§ **Work task**:
Search the records for the string "Παπαφλέσσα", then copy each line where it appears.

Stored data

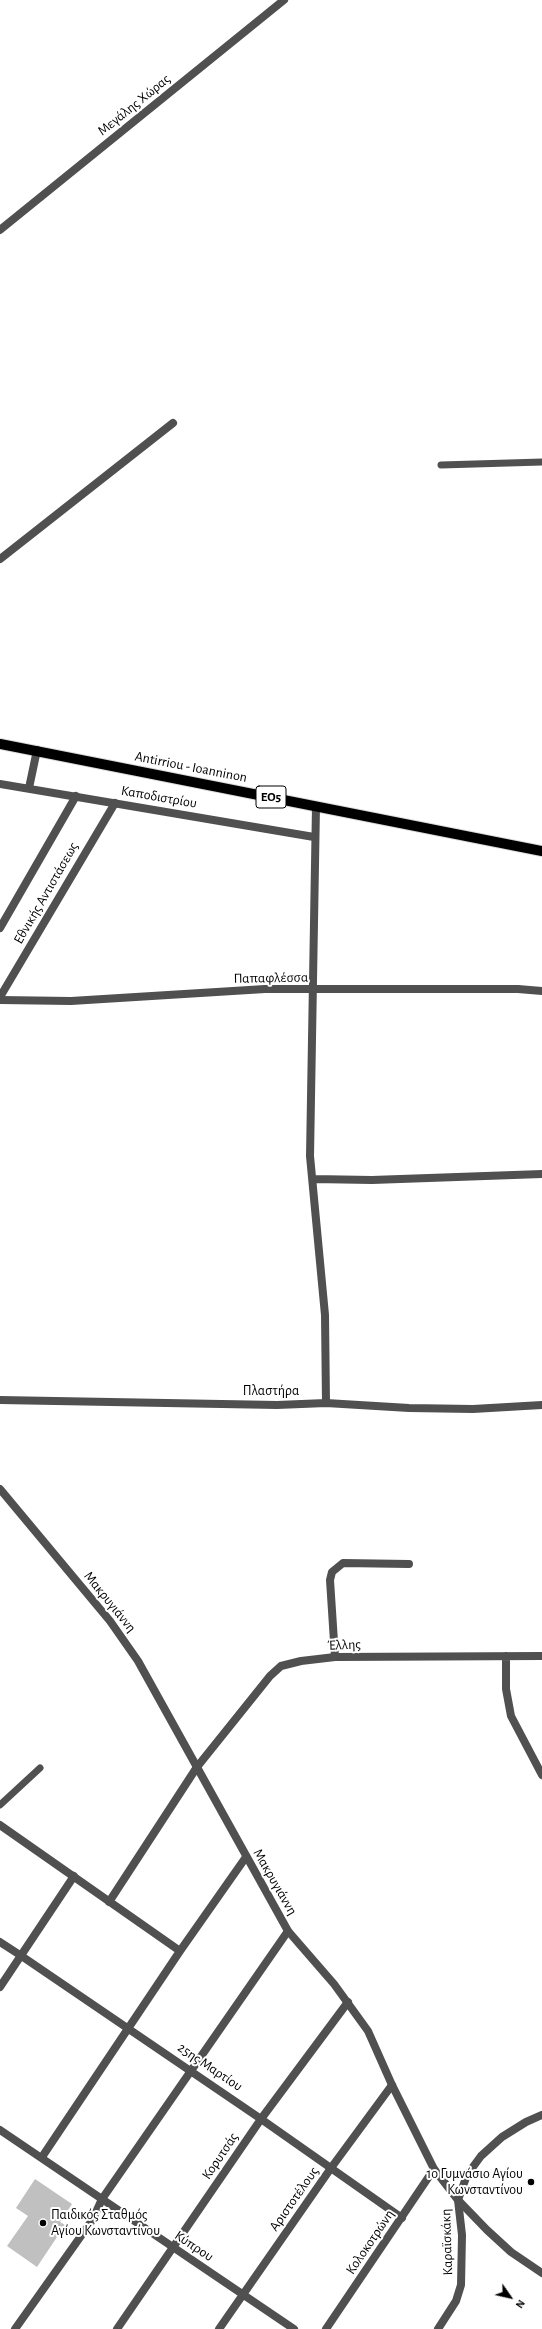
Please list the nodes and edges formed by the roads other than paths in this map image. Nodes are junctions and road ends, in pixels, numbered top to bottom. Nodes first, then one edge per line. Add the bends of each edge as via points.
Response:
1 (284, 0) edge
2 (0, 230) edge
3 (172, 423) dead end
4 (542, 462) edge
5 (441, 465) dead end
6 (0, 559) edge
7 (0, 744) edge
8 (37, 750) junction
9 (0, 784) edge
10 (29, 788) junction
11 (76, 796) junction
12 (115, 802) junction
13 (316, 806) junction
14 (314, 838) junction
15 (542, 851) edge
16 (0, 928) edge
17 (312, 990) junction
18 (542, 991) edge
19 (0, 999) edge
20 (542, 1174) edge
21 (313, 1179) junction
22 (0, 1400) edge
23 (326, 1403) junction
24 (542, 1405) edge
25 (0, 1489) edge
26 (409, 1564) dead end
27 (506, 1656) junction
28 (542, 1656) edge
29 (335, 1657) junction
30 (197, 1767) junction
31 (40, 1768) dead end
32 (542, 1775) edge
33 (0, 1805) edge
34 (0, 1825) edge
35 (246, 1857) junction
36 (74, 1876) junction
37 (109, 1902) junction
38 (288, 1931) junction
39 (0, 1942) edge
40 (180, 1952) junction
41 (20, 1955) junction
42 (0, 1987) edge
43 (348, 2002) junction
44 (128, 2028) junction
45 (191, 2070) junction
46 (392, 2085) junction
47 (542, 2115) edge
48 (261, 2119) junction
49 (0, 2130) edge
50 (42, 2157) junction
51 (331, 2168) junction
52 (434, 2169) junction
53 (102, 2199) junction
54 (458, 2200) junction
55 (402, 2218) junction
56 (173, 2247) junction
57 (542, 2273) edge
58 (243, 2295) junction
59 (15, 2329) edge
60 (117, 2329) edge
61 (219, 2329) edge
62 (294, 2329) edge
63 (326, 2329) edge
64 (438, 2329) edge

1 - 2 street, Μεγάλης Χώρας
3 - 6 street
4 - 5 lane
7 - 8 main road, Antirriou - Ioanninon / ΕΟ5
8 - 10 street
8 - 13 main road, Antirriou - Ioanninon / ΕΟ5
9 - 10 street, Καποδιστρίου
10 - 11 street, Καποδιστρίου
11 - 12 street, Καποδιστρίου
11 - 16 street, Εθνικής Αντιστάσεως
12 - 14 street, Καποδιστρίου
12 - 19 street, Εθνικής Αντιστάσεως
13 - 14 street
13 - 15 main road, Antirriou - Ioanninon / ΕΟ5
14 - 17 street
17 - 18 street, Παπαφλέσσα
17 - 19 street, Παπαφλέσσα via 265,990 71,1001 7,1002
17 - 21 street via 310,1156
20 - 21 street via 372,1180
21 - 23 street via 325,1315
22 - 23 street, Πλαστήρα via 277,1405
23 - 24 street, Πλαστήρα via 466,1409
25 - 30 street, Μακρυγιάννη via 123,1638
26 - 29 street via 343,1563 332,1572 330,1580
27 - 28 street, Έλλης
27 - 29 street, Έλλης
27 - 32 street via 506,1689 511,1716
29 - 30 street, Έλλης via 281,1666 270,1676
30 - 35 street, Μακρυγιάννη
30 - 37 street, Έλλης
31 - 33 lane
34 - 36 street
35 - 38 street, Μακρυγιάννη
35 - 40 street
36 - 37 street
36 - 41 street
37 - 40 street
38 - 43 street, Μακρυγιάννη
38 - 45 street
39 - 41 street, 25ης Μαρτίου
40 - 44 street
41 - 42 street
41 - 44 street, 25ης Μαρτίου
43 - 46 street, Μακρυγιάννη via 368,2031
43 - 48 street, Κορυτσάς
44 - 45 street, 25ης Μαρτίου
44 - 50 street
45 - 48 street, 25ης Μαρτίου
45 - 53 street
46 - 51 street, Αριστοτέλους
46 - 52 street, Μακρυγιάννη
47 - 54 street, Καραϊσκάκη via 514,2129 489,2148 467,2175
48 - 51 street, 25ης Μαρτίου
48 - 56 street, Κορυτσάς
49 - 50 street, Κύπρου
50 - 53 street, Κύπρου
51 - 55 street, 25ης Μαρτίου
51 - 58 street, Αριστοτέλους
52 - 54 street, Μακρυγιάννη
52 - 55 street, Κολοκοτρώνη
53 - 56 street, Κύπρου
53 - 59 street via 93,2219
54 - 57 street, Μακρυγιάννη via 511,2252
54 - 64 street, Καραϊσκάκη via 462,2235 461,2285 456,2301
55 - 63 street, Κολοκοτρώνη
56 - 58 street, Κύπρου
56 - 60 street, Κορυτσάς
58 - 61 street, Αριστοτέλους
58 - 62 street, Κύπρου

§ **Answer box**:
17 - 18 street, Παπαφλέσσα
17 - 19 street, Παπαφλέσσα via 265,990 71,1001 7,1002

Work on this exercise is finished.